# The birds are leaving!!!!!!!!!!!!



## lunkerhunter2 (Nov 3, 2007)

I saw several thousand ducks and geese migrating today/tonight. I was in northern salt lake county and could not believe what i was seeing. The last time i saw birds like that was in 1995 in Idaho. It has got me wondering if these were the birds that were here or new birds riding the great front through? Anybody else see them? It is definitely getting cold. My calls froze up on me last night and this morning at BRBR. -)O(-


----------



## blackdog (Sep 11, 2007)

I did not see the mass migration today/tonight. I did see one last year in North Dakota that I will never forget. I was at BRBR today just scouting. I saw lots of people hunting but didn't hear any shooting or see many huntable birds. Is it just me or was the hunting better at BRBR when everyone and their lover didn't have boats with mud motors? I saw about a dozen trucks with boat trailers parked in a parking lot where we use to have some fantastic hunts in that area, however that was before the mud motor craze hit and most people wouldn't put in the effort to get out there. The birds just don't use that area much any more because of the constant pressure from mud motor hunters.


----------



## Gee LeDouche (Sep 21, 2007)

People are still getting out to the BRBR with boats? I heard the ice was 3+ inches thick...???


----------



## Bottomwatcher (Jan 21, 2009)

I know that I used to have a lot better late season hunting at BRBR before the craze. I have had to learn a lot of new country in the last few years. It seems that even the swans wont hold holes open in the ice out there anymore. I had a friend in Montana this last Monday when a big cold front came in there and the geese and ducks were riding the front big time and blowing right over them.


----------



## lunkerhunter2 (Nov 3, 2007)

Gee LeDouche said:


> People are still getting out to the BRBR with boats? I heard the ice was 3+ inches thick...???
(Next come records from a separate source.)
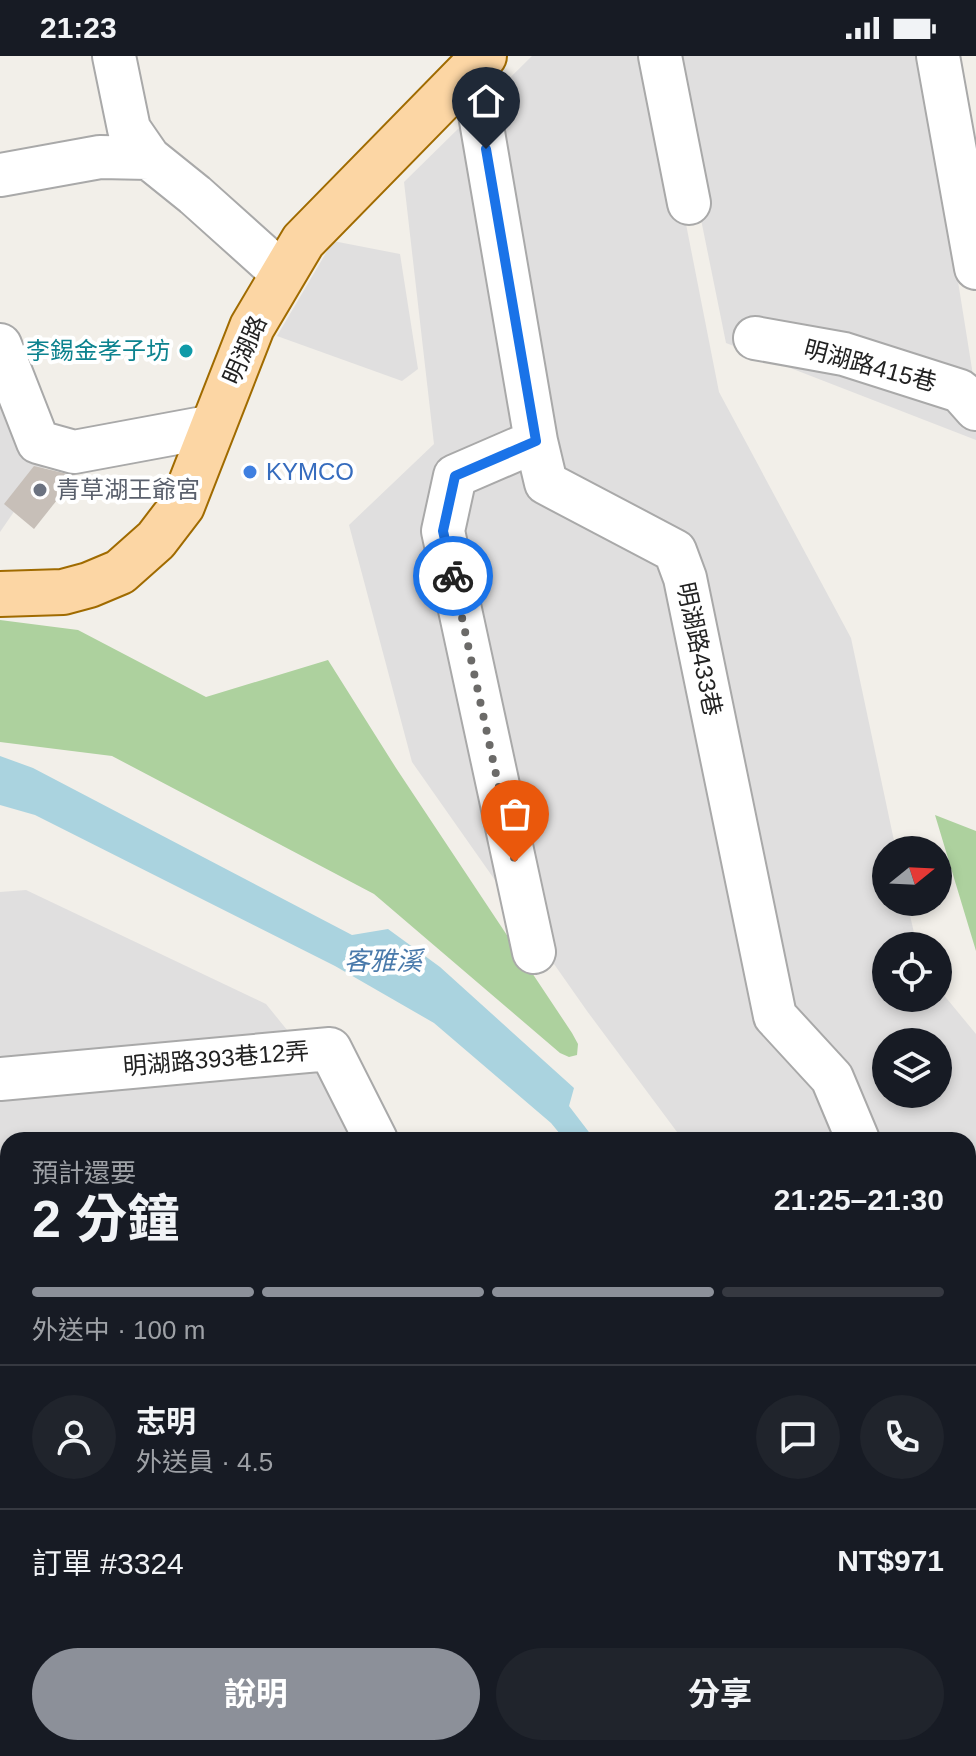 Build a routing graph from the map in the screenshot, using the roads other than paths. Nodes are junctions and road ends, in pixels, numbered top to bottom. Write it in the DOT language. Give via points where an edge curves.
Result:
graph roads {
  1 [pos="114,56"];
  2 [pos="660,56"];
  3 [pos="938,56"];
  4 [pos="478,62"];
  5 [pos="149,158"];
  6 [pos="0,175"];
  7 [pos="689,203"];
  8 [pos="976,268"];
  9 [pos="283,274"];
  10 [pos="755,338"];
  11 [pos="0,345"];
  12 [pos="976,409"];
  13 [pos="214,426"];
  14 [pos="536,441"];
  15 [pos="0,594"];
  16 [pos="534,952"];
  17 [pos="0,1079"];
  18 [pos="372,1132"];
  19 [pos="855,1132"];
  1 -- 5 [label="lane" via="129,129"];
  2 -- 7 [label="lane"];
  3 -- 8 [label="lane"];
  4 -- 9 [label="main road, 明湖路" via="303,241"];
  4 -- 14 [label="lane, 明湖路433巷"];
  5 -- 6 [label="lane" via="100,157"];
  5 -- 9 [label="lane"];
  9 -- 13 [label="main road, 明湖路" via="252,327"];
  10 -- 12 [label="lane, 明湖路415巷" via="844,354 960,391"];
  11 -- 13 [label="lane" via="38,442 74,452"];
  13 -- 15 [label="main road, 明湖路" via="182,506 144,553 120,572 63,592"];
  14 -- 16 [label="lane" via="455,476 443,531"];
  14 -- 19 [label="lane, 明湖路433巷" via="546,483 675,551 685,578 775,1016 832,1078"];
  17 -- 18 [label="lane, 明湖路393巷12弄" via="330,1049"];
}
95% of it is. Some of the fast flowing channels have open water but large chunks of ice.


----------



## 10Tenner (Oct 7, 2007)

> I saw about a dozen trucks with boat trailers parked in a parking lot where we use to have some fantastic hunts in that area, however that was before the mud motor craze hit and most people wouldn't put in the effort to get out there. The birds just don't use that area much any more because of the constant pressure from mud motor hunters.


 I talked to a old timer the other day, and the MM was the second topic he brought up, the first was the younger generation. Yep, the good old days in Utah are gone, unless you own a private club and have a way to hold the birds, and some clubs do that. 10tenner


----------



## blackbear (Oct 18, 2007)

lunkerhunter2 said:


> I saw several thousand ducks and geese migrating today/tonight. I was in northern salt lake county and could not believe what i was seeing. The last time i saw birds like that was in 1995 in Idaho. It has got me wondering if these were the birds that were here or new birds riding the great front through? Anybody else see them? It is definitely getting cold. My calls froze up on me last night and this morning at BRBR. -)O(-


I'm afraid it was all the birds hanging out on the now frozen marshes of the GSL. I can count on two hands, all the ducks on the open water up at FB(not counting coots). It iced up so darn quick up there I couldn't believe it. I'm sure some more birds will pass through over the next few weeks, but boy was it slow this morning.

There are almost as many bald eagles as ducks. Old man winter's here...


----------



## Mojo1 (Sep 8, 2007)

10Tenner said:


> I talked to a old timer the other day, and the MM was the second topic he brought up, the first was the younger generation. Yep, the good old days in Utah are gone, unless you own a private club and have a way to hold the birds, and some clubs do that. 10tenner


 :lol: The "good old days" are here now if you can adapt to today's hunting conditions! Utah has some of the best duck hunting in the lower 48 bar none. I have also noticed Utah has a lot of lazy whining hunters, you know those who believe birds should be served up to them on a platter.

I will agree with Lunkerhunter on the birds pulling out last night, I saw lots of birds flying on Satuday but saw very few today. I still had a fun hunt except for my buddy "accidently" slamming my finger in the truck door at the gate this morning part. **** that hurt!


----------



## Mojo1 (Sep 8, 2007)

lunkerhunter2 said:



> Gee LeDouche said:
> 
> 
> > People are still getting out to the BRBR with boats? I heard the ice was 3+ inches thick...???
> ...


Not any more, If it doesn't lock up to where its unsafe to break it tonight, it will by Tuesday, it was real tough breaking thru this morning (we were first out) the guys behind us had it easy. I saw somke chucks that were 3 to 4" inches thick in the jams, last night's ice that were holding those together was about 3/4" thick., it iced back up by the time we came back to the launch.


----------



## lunkerhunter2 (Nov 3, 2007)

blackbear said:


> lunkerhunter2 said:
> 
> 
> > I saw several thousand ducks and geese migrating today/tonight. I was in northern salt lake county and could not believe what i was seeing. The last time i saw birds like that was in 1995 in Idaho. It has got me wondering if these were the birds that were here or new birds riding the great front through? Anybody else see them? It is definitely getting cold. My calls froze up on me last night and this morning at BRBR. -)O(-
> ...


I know, we hunted it today and saw a total of 5 ducks in the air. I killed the only duck to come within 1/2 mile of us. A lonely Drake Greenwing. We saw 2 flights of geese way off and that was it! I am SOOOOOOOOOOO glad ice fishing season is here. This years duck hunt left much to be desired.


----------



## Riverrat77 (Sep 7, 2007)

There are still plenty of birds around. 8) Long walks and a little glassin resulted in a limit of teal in a couple hours this morning. There were a few Mallards and spoonies around too and I saw a goose flying around but it never came close. Once the wind died down the birds seemed to sit tight, but when it was windy and icy this morning, it was lights out. Love it when things ice up because people seem to up and quit... it needs to happen sooner so we can have a little more space in the marsh.


----------